The efficacy and safety of maternal tenofovir disoproxil fumarate (TDF) in reducing mother-to-infant hepatitis B virus (HBV) transmissions is not clearly understood. We conducted a prospective, multicenter trial and enrolled 118 hepatitis B surface antigen (HBsAg)- and hepatitis B e antigen-positive pregnant women with HBV DNA ≥7.5 log10 IU/mL. The mothers received no medication (control group, n = 56, HBV DNA 8.22 ± 0.39 log10 IU/mL) or TDF 300 mg daily (TDF group, n = 62, HBV DNA 8.18 ± 0.47 log10 IU/mL) from 30-32 weeks of gestation until 1 month postpartum. Primary outcome was infant HBsAg at 6 months old. At delivery, the TDF group had lower maternal HBV DNA levels (4.29 ± 0.93 versus 8.10 ± 0.56 log10 IU/mL, P < 0.0001). Of the 121/123 newborns, the TDF group had lower rates of HBV DNA positivity at birth (6.15% versus 31.48%, P = 0.0003) and HBsAg positivity at 6 months old (1.54% versus 10.71%, P = 0.0481). Multivariate analysis revealed that the TDF group had lower risk (odds ratio = 0.10, P = 0.0434) and amniocentesis was associated with higher risk (odds ratio 6.82, P = 0.0220) of infant HBsAg positivity. The TDF group had less incidence of maternal alanine aminotransferase (ALT) levels above two times the upper limit of normal for ≥3 months (3.23% versus 14.29%, P = 0.0455), a lesser extent of postpartum elevations of ALT (P = 0.007), and a lower rate of ALT over five times the upper limit of normal (1.64% versus 14.29%, P = 0.0135) at 2 months postpartum. Maternal creatinine and creatinine kinase levels, rates of congenital anomaly, premature birth, and growth parameters in infants were comparable in both groups.
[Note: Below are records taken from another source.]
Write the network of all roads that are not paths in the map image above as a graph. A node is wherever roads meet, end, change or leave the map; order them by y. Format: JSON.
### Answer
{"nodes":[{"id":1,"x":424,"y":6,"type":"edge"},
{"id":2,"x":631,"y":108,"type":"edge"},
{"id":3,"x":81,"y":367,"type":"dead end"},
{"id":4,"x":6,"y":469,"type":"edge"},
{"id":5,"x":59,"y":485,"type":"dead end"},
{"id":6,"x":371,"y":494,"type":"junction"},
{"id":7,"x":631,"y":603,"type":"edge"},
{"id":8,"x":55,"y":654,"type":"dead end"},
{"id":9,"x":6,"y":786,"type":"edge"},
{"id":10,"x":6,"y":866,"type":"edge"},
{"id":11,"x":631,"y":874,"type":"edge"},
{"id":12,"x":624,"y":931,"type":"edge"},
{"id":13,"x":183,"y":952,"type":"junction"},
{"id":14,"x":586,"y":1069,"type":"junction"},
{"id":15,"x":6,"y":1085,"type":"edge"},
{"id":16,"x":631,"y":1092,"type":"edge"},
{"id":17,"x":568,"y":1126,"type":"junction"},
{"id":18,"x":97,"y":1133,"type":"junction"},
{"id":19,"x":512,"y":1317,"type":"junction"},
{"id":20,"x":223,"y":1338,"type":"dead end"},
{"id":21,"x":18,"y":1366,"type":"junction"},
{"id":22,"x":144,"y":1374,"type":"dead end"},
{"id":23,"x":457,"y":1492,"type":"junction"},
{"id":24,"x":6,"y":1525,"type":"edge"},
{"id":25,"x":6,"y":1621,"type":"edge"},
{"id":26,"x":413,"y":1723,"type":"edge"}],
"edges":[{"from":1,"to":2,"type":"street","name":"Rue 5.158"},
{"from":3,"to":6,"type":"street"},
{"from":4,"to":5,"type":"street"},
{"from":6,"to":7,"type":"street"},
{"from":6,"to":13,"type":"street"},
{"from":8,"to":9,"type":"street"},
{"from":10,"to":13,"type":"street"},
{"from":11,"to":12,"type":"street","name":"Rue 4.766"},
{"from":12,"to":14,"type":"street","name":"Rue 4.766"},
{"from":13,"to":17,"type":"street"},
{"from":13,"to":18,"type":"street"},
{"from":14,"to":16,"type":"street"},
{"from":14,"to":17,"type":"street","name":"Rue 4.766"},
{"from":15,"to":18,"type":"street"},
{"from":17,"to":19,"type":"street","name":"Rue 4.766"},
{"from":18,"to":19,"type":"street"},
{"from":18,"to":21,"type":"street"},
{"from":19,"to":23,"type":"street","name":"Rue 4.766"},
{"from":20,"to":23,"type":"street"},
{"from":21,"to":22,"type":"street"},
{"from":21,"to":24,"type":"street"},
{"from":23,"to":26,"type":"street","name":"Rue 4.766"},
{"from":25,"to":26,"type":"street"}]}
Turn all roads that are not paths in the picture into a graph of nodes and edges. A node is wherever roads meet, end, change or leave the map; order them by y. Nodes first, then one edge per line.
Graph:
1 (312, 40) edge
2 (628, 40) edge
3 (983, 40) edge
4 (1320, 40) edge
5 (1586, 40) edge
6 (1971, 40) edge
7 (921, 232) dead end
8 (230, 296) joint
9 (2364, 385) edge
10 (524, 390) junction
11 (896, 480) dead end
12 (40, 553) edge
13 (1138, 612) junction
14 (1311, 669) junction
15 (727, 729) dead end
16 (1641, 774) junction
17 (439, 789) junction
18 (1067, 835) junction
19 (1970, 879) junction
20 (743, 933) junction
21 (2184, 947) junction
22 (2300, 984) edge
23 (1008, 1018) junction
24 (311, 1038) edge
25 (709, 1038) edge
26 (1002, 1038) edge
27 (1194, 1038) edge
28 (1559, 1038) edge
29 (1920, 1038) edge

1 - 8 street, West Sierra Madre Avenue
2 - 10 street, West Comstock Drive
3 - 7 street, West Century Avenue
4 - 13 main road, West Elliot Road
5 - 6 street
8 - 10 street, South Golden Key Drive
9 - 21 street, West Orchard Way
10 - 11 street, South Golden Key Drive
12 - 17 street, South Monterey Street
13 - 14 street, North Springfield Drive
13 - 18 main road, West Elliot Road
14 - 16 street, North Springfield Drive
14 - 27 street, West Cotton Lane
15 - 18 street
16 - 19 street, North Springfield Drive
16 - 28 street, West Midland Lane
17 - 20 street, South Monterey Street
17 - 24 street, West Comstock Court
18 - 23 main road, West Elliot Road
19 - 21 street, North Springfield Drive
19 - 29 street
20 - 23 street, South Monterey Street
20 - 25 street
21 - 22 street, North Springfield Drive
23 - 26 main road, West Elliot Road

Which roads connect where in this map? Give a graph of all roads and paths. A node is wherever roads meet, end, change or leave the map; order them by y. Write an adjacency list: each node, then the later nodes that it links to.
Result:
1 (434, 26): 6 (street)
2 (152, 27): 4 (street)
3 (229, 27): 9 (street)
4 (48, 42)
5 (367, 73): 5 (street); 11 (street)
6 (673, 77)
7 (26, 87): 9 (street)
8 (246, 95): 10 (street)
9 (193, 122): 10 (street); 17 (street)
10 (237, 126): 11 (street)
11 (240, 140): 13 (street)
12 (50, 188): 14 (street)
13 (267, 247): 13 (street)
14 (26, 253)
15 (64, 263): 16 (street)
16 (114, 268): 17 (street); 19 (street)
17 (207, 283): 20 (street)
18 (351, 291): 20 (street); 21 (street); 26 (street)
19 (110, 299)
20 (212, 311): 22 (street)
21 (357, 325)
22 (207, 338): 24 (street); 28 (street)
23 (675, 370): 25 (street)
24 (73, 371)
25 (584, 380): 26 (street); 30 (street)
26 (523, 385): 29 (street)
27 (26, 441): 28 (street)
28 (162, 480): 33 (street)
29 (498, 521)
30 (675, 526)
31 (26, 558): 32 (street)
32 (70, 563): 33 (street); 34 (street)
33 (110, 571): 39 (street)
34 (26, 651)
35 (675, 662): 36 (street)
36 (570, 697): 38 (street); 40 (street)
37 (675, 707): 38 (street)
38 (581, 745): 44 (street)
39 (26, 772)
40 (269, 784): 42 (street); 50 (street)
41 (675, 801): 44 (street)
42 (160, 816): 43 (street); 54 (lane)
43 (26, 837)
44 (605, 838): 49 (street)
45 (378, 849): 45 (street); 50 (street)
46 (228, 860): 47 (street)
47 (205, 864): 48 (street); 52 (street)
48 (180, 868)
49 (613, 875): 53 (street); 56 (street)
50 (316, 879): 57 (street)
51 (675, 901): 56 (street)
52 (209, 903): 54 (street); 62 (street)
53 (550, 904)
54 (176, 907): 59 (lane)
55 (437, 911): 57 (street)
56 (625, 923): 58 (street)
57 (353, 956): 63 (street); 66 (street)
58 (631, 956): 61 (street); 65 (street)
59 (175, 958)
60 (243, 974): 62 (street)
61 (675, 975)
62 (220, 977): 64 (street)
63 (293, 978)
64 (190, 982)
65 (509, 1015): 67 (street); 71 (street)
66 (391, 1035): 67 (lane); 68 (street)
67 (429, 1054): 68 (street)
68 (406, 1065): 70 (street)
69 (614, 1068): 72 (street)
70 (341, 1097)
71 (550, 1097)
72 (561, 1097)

At 12 months, one TDF-group child newly developed HBsAg positivity, presumably due to postnatal infection and inefficient humoral responses to vaccines.

Treatment with TDF for highly viremic mothers decreased infant HBV DNA at birth and infant HBsAg positivity at 6 months and ameliorated maternal ALT elevations. (Hepatology 2015;62:375-386.